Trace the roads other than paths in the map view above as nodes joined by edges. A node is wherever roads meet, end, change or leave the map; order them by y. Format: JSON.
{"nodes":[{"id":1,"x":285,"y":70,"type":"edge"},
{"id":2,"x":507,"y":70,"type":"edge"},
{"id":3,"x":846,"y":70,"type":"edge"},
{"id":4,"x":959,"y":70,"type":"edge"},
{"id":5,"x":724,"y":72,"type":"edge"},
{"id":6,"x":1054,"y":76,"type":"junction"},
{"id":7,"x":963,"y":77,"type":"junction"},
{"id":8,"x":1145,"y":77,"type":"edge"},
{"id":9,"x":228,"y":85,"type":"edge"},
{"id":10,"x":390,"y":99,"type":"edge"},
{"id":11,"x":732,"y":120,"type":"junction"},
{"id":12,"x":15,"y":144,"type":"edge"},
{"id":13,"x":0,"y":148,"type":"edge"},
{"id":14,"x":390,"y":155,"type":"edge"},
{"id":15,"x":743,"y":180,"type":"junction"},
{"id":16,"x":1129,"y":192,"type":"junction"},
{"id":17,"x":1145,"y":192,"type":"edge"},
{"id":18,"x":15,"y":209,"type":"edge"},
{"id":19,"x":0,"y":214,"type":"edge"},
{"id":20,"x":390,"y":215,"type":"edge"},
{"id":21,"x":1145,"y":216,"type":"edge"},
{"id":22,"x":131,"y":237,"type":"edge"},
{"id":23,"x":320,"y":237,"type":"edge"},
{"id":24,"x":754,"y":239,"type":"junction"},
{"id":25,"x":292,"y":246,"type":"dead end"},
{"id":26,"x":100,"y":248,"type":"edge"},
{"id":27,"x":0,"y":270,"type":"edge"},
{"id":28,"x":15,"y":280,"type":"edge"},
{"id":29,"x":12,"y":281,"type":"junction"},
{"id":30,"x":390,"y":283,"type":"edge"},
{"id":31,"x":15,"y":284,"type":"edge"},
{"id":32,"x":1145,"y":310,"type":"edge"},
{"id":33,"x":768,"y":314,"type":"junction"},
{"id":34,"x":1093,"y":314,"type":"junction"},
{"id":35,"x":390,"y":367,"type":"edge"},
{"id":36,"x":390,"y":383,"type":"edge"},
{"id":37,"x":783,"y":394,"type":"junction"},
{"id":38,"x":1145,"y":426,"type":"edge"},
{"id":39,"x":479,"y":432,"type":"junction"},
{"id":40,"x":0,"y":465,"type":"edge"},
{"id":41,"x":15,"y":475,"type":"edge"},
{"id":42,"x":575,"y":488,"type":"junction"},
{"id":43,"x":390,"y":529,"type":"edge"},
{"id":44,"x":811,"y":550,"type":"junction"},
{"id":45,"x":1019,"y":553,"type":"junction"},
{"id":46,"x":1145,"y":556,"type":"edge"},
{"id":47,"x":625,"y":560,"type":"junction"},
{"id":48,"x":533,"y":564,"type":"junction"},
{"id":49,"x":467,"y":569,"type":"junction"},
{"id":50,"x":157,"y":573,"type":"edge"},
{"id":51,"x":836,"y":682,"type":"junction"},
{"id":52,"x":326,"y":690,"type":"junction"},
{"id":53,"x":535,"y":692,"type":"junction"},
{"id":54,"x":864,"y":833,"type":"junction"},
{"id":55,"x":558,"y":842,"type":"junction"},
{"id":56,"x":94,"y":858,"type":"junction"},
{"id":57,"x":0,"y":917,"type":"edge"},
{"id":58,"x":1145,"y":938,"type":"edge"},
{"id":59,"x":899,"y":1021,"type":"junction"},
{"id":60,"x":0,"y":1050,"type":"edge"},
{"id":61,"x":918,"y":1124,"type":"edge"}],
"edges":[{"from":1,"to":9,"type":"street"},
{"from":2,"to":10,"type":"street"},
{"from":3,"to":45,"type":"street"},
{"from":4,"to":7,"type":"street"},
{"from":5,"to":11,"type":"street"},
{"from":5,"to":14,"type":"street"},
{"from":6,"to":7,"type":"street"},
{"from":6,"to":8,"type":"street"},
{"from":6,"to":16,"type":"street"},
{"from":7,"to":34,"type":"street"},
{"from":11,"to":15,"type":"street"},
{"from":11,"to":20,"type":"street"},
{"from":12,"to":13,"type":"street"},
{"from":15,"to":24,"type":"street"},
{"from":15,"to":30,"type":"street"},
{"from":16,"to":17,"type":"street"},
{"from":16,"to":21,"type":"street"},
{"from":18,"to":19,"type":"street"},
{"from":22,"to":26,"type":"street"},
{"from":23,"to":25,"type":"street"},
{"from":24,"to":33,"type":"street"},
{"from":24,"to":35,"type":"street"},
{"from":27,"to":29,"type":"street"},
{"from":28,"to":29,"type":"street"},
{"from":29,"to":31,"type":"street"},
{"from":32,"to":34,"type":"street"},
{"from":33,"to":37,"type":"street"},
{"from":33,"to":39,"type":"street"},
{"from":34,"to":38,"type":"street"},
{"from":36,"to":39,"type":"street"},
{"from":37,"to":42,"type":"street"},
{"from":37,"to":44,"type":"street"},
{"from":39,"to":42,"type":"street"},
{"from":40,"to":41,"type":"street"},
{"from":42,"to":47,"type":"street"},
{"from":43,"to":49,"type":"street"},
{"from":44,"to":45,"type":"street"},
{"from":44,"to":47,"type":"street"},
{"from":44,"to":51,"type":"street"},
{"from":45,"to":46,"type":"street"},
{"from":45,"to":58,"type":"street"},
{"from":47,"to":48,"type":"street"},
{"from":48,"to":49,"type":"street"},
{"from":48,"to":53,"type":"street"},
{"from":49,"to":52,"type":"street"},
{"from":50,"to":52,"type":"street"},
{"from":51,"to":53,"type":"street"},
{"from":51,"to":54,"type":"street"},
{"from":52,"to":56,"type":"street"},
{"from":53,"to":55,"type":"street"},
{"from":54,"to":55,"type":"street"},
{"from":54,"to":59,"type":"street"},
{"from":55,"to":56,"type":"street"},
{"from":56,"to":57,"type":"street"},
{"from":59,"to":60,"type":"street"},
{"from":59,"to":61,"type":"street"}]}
........
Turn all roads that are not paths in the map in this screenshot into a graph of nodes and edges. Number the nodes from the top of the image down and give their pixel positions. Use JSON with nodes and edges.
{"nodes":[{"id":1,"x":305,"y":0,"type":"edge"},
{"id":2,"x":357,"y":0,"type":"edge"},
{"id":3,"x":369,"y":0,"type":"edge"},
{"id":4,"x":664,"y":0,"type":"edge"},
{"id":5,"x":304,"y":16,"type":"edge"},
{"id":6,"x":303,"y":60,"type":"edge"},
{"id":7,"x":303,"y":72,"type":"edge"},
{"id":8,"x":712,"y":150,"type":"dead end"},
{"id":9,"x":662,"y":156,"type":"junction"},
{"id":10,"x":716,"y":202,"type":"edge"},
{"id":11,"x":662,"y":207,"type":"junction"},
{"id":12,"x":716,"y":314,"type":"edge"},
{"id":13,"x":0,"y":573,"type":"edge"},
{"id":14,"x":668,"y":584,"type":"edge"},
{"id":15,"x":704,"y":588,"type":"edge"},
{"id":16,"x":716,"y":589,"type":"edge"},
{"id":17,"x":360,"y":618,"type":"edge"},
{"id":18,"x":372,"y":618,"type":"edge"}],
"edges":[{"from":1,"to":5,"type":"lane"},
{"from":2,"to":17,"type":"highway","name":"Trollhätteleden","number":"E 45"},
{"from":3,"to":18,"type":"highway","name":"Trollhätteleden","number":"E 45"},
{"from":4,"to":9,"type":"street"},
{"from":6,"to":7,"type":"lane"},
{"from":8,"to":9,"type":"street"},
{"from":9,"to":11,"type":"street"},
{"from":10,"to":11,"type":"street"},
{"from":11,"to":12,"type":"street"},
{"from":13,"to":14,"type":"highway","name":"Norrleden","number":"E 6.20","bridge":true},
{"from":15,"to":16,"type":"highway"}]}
........
◆ Assignment
Scan the data above and copy every line with "lane" in it.

◆ Completed task
"edges":[{"from":1,"to":5,"type":"lane"},
{"from":6,"to":7,"type":"lane"},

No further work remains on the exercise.